Unread postby Níall Beag » Sun Oct 30, 2011 7:14 pm

poor_mouse wrote:
Níall Beag wrote:Even here at SMO, in the second-year grammar class I was told that the second noun is in the genitive. This is one of the worst and most persistent mistakes made in teaching Gaelic grammar.
Nach innis sibh beagan mu dheidhinn sin? Chan eil fhios agam dè a' mhearachd a tha ann.

Anns a' Ghàidhlig, nuair a bhios "abairt ainmearail" anns a bheil barrachd air aon ainmear, bidh am fear mu dheireadh anns an tuiseal ginideach (genitive case).

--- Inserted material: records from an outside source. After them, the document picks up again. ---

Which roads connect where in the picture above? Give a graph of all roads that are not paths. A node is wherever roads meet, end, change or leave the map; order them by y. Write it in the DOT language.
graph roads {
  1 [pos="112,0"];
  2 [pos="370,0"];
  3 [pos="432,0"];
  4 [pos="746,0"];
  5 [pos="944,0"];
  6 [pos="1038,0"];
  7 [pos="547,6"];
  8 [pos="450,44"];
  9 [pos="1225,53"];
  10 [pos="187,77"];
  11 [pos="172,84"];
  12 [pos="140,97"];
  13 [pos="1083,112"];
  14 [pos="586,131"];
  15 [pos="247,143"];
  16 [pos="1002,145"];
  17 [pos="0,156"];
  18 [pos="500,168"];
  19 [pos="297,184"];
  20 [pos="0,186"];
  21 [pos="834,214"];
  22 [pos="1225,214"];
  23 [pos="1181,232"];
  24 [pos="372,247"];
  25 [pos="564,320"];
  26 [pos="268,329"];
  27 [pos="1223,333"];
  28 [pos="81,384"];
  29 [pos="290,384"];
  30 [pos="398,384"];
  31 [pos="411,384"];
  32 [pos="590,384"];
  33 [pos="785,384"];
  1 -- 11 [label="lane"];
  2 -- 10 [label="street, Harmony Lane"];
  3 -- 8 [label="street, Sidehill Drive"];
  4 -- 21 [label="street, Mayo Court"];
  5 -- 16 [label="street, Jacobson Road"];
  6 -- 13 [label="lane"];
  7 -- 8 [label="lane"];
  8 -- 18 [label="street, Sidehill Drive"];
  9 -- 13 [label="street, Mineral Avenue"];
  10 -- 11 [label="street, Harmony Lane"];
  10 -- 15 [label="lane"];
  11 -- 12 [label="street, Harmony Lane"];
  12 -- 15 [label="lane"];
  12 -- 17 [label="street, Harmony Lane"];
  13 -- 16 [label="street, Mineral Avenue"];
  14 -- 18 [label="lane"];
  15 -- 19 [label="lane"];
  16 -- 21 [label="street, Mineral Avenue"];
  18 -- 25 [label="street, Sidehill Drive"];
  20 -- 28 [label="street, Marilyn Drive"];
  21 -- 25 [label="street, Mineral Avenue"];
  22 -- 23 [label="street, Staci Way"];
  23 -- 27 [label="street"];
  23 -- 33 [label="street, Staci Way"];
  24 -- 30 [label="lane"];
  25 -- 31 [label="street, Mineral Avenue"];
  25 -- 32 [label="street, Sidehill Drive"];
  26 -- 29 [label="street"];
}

Mura bhi ann ach dà ainmear, sin an dàrna fear. Ach ma bhitheas trì no ceithir no coig no trì mille seachd ceud ceithir fichead 's a h-aon deug ainmearan san abairt, bidh an dàrna facal san tuiseal bunasach (=default =nominative/accusative).

It would be reeeeeeeeeeeeeally eeeeeeeeeeeeeeeasy to say "the last one's in the genitive", rather than "the second one's in the genitive, unless there's another one after it, in which case the next one's in the genitive, unless there's another one after it, in which case the next one's in the genitive, unless there's another one after it, in which case the next one's in the genitive, unless there's another one after it, in which case the next one's in the genitive, unless there's another one after it, in which case the next one's in the genitive ..."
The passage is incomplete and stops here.